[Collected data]

★ ★ ★

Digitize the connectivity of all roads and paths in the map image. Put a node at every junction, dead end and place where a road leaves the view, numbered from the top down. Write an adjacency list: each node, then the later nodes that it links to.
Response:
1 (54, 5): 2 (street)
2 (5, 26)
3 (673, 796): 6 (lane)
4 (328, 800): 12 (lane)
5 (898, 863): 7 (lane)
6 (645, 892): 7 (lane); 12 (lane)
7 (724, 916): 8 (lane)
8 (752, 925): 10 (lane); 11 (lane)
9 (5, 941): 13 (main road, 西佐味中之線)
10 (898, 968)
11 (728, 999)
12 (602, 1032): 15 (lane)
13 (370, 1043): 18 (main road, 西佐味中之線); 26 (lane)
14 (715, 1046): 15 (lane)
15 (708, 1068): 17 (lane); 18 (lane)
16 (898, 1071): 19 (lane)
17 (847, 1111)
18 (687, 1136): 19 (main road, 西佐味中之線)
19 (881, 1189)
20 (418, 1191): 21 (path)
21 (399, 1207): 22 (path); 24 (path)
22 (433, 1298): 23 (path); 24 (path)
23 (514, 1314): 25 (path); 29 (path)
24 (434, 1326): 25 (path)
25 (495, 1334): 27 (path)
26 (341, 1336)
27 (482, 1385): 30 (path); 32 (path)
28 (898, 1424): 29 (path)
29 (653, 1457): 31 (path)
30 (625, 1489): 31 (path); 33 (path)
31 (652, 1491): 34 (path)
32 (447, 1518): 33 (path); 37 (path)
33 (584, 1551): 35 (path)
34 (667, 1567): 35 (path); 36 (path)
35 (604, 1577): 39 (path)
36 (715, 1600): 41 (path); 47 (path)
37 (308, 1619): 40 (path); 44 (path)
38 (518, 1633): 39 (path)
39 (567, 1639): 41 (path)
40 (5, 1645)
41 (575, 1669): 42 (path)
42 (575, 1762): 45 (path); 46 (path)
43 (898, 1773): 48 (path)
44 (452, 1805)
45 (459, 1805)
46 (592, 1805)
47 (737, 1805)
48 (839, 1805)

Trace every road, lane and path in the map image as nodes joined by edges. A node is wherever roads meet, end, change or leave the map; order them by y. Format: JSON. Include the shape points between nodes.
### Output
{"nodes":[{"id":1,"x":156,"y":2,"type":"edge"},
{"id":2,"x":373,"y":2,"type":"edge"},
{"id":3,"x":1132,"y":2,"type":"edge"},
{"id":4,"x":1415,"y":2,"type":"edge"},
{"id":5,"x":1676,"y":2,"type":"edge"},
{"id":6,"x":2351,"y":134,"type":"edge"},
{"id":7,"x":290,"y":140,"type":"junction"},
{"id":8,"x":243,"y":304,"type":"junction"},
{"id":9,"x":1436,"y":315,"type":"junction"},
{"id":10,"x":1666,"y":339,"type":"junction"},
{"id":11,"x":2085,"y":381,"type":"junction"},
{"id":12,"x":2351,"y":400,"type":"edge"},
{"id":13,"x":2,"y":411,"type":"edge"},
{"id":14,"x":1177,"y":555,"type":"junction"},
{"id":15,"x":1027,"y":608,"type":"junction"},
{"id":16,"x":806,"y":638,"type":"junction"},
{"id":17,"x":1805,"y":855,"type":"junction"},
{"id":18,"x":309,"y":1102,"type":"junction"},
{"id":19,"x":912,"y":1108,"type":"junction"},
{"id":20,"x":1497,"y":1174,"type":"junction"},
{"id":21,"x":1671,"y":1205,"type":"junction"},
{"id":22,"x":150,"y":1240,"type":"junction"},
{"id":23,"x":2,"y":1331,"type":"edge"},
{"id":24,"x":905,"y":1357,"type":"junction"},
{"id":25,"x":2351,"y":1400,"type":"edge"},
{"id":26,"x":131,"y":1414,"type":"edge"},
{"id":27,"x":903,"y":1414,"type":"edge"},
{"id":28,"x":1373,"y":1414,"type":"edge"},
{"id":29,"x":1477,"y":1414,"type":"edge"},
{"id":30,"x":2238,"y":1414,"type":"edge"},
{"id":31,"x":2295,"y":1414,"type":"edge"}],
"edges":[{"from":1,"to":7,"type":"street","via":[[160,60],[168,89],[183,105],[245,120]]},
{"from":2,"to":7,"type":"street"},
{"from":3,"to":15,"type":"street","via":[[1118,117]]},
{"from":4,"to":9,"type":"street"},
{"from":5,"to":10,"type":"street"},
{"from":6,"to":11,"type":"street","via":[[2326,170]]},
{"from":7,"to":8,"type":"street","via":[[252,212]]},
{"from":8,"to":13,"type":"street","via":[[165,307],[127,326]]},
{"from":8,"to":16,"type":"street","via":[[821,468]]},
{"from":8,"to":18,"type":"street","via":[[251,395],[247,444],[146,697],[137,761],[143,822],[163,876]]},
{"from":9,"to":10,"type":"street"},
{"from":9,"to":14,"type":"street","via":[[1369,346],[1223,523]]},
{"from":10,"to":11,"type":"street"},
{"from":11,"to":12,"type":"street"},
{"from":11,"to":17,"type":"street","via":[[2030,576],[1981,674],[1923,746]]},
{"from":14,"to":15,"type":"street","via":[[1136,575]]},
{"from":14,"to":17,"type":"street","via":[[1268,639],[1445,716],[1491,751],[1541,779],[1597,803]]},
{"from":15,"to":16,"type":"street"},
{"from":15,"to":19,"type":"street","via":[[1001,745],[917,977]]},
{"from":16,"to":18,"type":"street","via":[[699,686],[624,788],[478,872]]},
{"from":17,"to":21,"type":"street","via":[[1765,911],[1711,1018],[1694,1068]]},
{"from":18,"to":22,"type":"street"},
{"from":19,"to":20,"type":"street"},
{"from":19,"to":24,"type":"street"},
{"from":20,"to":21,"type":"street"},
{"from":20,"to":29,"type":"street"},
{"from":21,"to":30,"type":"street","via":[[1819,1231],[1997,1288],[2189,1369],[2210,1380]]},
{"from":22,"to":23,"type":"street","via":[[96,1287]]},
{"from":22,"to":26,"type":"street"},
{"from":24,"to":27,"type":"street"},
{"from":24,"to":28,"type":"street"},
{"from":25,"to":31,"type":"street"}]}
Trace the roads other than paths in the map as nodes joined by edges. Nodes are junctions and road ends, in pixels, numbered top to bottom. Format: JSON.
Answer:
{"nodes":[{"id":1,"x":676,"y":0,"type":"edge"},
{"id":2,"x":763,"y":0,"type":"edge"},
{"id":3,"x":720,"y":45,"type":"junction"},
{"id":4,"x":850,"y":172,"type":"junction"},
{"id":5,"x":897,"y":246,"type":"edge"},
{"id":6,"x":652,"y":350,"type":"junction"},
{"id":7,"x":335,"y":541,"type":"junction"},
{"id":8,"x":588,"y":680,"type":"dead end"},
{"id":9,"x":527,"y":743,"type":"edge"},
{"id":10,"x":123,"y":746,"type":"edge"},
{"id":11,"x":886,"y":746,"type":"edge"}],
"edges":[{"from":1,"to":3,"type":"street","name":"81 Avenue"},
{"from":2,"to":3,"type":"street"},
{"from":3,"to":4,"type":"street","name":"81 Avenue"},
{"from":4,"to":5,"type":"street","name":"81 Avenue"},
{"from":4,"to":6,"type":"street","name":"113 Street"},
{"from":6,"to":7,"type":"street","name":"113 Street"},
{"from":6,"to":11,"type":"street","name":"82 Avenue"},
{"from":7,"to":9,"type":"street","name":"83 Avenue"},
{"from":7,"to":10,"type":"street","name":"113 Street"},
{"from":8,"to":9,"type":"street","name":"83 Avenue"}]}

★ ★ ★

Give back each entry exactly as it was written.

EXERCISE RESPONSE –
Digitize the connectivity of all roads and paths in the map image. Put a node at every junction, dead end and place where a road leaves the view, numbered from the top down. Write an adjacency list: each node, then the later nodes that it links to.
Response:
1 (54, 5): 2 (street)
2 (5, 26)
3 (673, 796): 6 (lane)
4 (328, 800): 12 (lane)
5 (898, 863): 7 (lane)
6 (645, 892): 7 (lane); 12 (lane)
7 (724, 916): 8 (lane)
8 (752, 925): 10 (lane); 11 (lane)
9 (5, 941): 13 (main road, 西佐味中之線)
10 (898, 968)
11 (728, 999)
12 (602, 1032): 15 (lane)
13 (370, 1043): 18 (main road, 西佐味中之線); 26 (lane)
14 (715, 1046): 15 (lane)
15 (708, 1068): 17 (lane); 18 (lane)
16 (898, 1071): 19 (lane)
17 (847, 1111)
18 (687, 1136): 19 (main road, 西佐味中之線)
19 (881, 1189)
20 (418, 1191): 21 (path)
21 (399, 1207): 22 (path); 24 (path)
22 (433, 1298): 23 (path); 24 (path)
23 (514, 1314): 25 (path); 29 (path)
24 (434, 1326): 25 (path)
25 (495, 1334): 27 (path)
26 (341, 1336)
27 (482, 1385): 30 (path); 32 (path)
28 (898, 1424): 29 (path)
29 (653, 1457): 31 (path)
30 (625, 1489): 31 (path); 33 (path)
31 (652, 1491): 34 (path)
32 (447, 1518): 33 (path); 37 (path)
33 (584, 1551): 35 (path)
34 (667, 1567): 35 (path); 36 (path)
35 (604, 1577): 39 (path)
36 (715, 1600): 41 (path); 47 (path)
37 (308, 1619): 40 (path); 44 (path)
38 (518, 1633): 39 (path)
39 (567, 1639): 41 (path)
40 (5, 1645)
41 (575, 1669): 42 (path)
42 (575, 1762): 45 (path); 46 (path)
43 (898, 1773): 48 (path)
44 (452, 1805)
45 (459, 1805)
46 (592, 1805)
47 (737, 1805)
48 (839, 1805)

Trace every road, lane and path in the map image as nodes joined by edges. A node is wherever roads meet, end, change or leave the map; order them by y. Format: JSON. Include the shape points between nodes.
### Output
{"nodes":[{"id":1,"x":156,"y":2,"type":"edge"},
{"id":2,"x":373,"y":2,"type":"edge"},
{"id":3,"x":1132,"y":2,"type":"edge"},
{"id":4,"x":1415,"y":2,"type":"edge"},
{"id":5,"x":1676,"y":2,"type":"edge"},
{"id":6,"x":2351,"y":134,"type":"edge"},
{"id":7,"x":290,"y":140,"type":"junction"},
{"id":8,"x":243,"y":304,"type":"junction"},
{"id":9,"x":1436,"y":315,"type":"junction"},
{"id":10,"x":1666,"y":339,"type":"junction"},
{"id":11,"x":2085,"y":381,"type":"junction"},
{"id":12,"x":2351,"y":400,"type":"edge"},
{"id":13,"x":2,"y":411,"type":"edge"},
{"id":14,"x":1177,"y":555,"type":"junction"},
{"id":15,"x":1027,"y":608,"type":"junction"},
{"id":16,"x":806,"y":638,"type":"junction"},
{"id":17,"x":1805,"y":855,"type":"junction"},
{"id":18,"x":309,"y":1102,"type":"junction"},
{"id":19,"x":912,"y":1108,"type":"junction"},
{"id":20,"x":1497,"y":1174,"type":"junction"},
{"id":21,"x":1671,"y":1205,"type":"junction"},
{"id":22,"x":150,"y":1240,"type":"junction"},
{"id":23,"x":2,"y":1331,"type":"edge"},
{"id":24,"x":905,"y":1357,"type":"junction"},
{"id":25,"x":2351,"y":1400,"type":"edge"},
{"id":26,"x":131,"y":1414,"type":"edge"},
{"id":27,"x":903,"y":1414,"type":"edge"},
{"id":28,"x":1373,"y":1414,"type":"edge"},
{"id":29,"x":1477,"y":1414,"type":"edge"},
{"id":30,"x":2238,"y":1414,"type":"edge"},
{"id":31,"x":2295,"y":1414,"type":"edge"}],
"edges":[{"from":1,"to":7,"type":"street","via":[[160,60],[168,89],[183,105],[245,120]]},
{"from":2,"to":7,"type":"street"},
{"from":3,"to":15,"type":"street","via":[[1118,117]]},
{"from":4,"to":9,"type":"street"},
{"from":5,"to":10,"type":"street"},
{"from":6,"to":11,"type":"street","via":[[2326,170]]},
{"from":7,"to":8,"type":"street","via":[[252,212]]},
{"from":8,"to":13,"type":"street","via":[[165,307],[127,326]]},
{"from":8,"to":16,"type":"street","via":[[821,468]]},
{"from":8,"to":18,"type":"street","via":[[251,395],[247,444],[146,697],[137,761],[143,822],[163,876]]},
{"from":9,"to":10,"type":"street"},
{"from":9,"to":14,"type":"street","via":[[1369,346],[1223,523]]},
{"from":10,"to":11,"type":"street"},
{"from":11,"to":12,"type":"street"},
{"from":11,"to":17,"type":"street","via":[[2030,576],[1981,674],[1923,746]]},
{"from":14,"to":15,"type":"street","via":[[1136,575]]},
{"from":14,"to":17,"type":"street","via":[[1268,639],[1445,716],[1491,751],[1541,779],[1597,803]]},
{"from":15,"to":16,"type":"street"},
{"from":15,"to":19,"type":"street","via":[[1001,745],[917,977]]},
{"from":16,"to":18,"type":"street","via":[[699,686],[624,788],[478,872]]},
{"from":17,"to":21,"type":"street","via":[[1765,911],[1711,1018],[1694,1068]]},
{"from":18,"to":22,"type":"street"},
{"from":19,"to":20,"type":"street"},
{"from":19,"to":24,"type":"street"},
{"from":20,"to":21,"type":"street"},
{"from":20,"to":29,"type":"street"},
{"from":21,"to":30,"type":"street","via":[[1819,1231],[1997,1288],[2189,1369],[2210,1380]]},
{"from":22,"to":23,"type":"street","via":[[96,1287]]},
{"from":22,"to":26,"type":"street"},
{"from":24,"to":27,"type":"street"},
{"from":24,"to":28,"type":"street"},
{"from":25,"to":31,"type":"street"}]}
Trace the roads other than paths in the map as nodes joined by edges. Nodes are junctions and road ends, in pixels, numbered top to bottom. Format: JSON.
Answer:
{"nodes":[{"id":1,"x":676,"y":0,"type":"edge"},
{"id":2,"x":763,"y":0,"type":"edge"},
{"id":3,"x":720,"y":45,"type":"junction"},
{"id":4,"x":850,"y":172,"type":"junction"},
{"id":5,"x":897,"y":246,"type":"edge"},
{"id":6,"x":652,"y":350,"type":"junction"},
{"id":7,"x":335,"y":541,"type":"junction"},
{"id":8,"x":588,"y":680,"type":"dead end"},
{"id":9,"x":527,"y":743,"type":"edge"},
{"id":10,"x":123,"y":746,"type":"edge"},
{"id":11,"x":886,"y":746,"type":"edge"}],
"edges":[{"from":1,"to":3,"type":"street","name":"81 Avenue"},
{"from":2,"to":3,"type":"street"},
{"from":3,"to":4,"type":"street","name":"81 Avenue"},
{"from":4,"to":5,"type":"street","name":"81 Avenue"},
{"from":4,"to":6,"type":"street","name":"113 Street"},
{"from":6,"to":7,"type":"street","name":"113 Street"},
{"from":6,"to":11,"type":"street","name":"82 Avenue"},
{"from":7,"to":9,"type":"street","name":"83 Avenue"},
{"from":7,"to":10,"type":"street","name":"113 Street"},
{"from":8,"to":9,"type":"street","name":"83 Avenue"}]}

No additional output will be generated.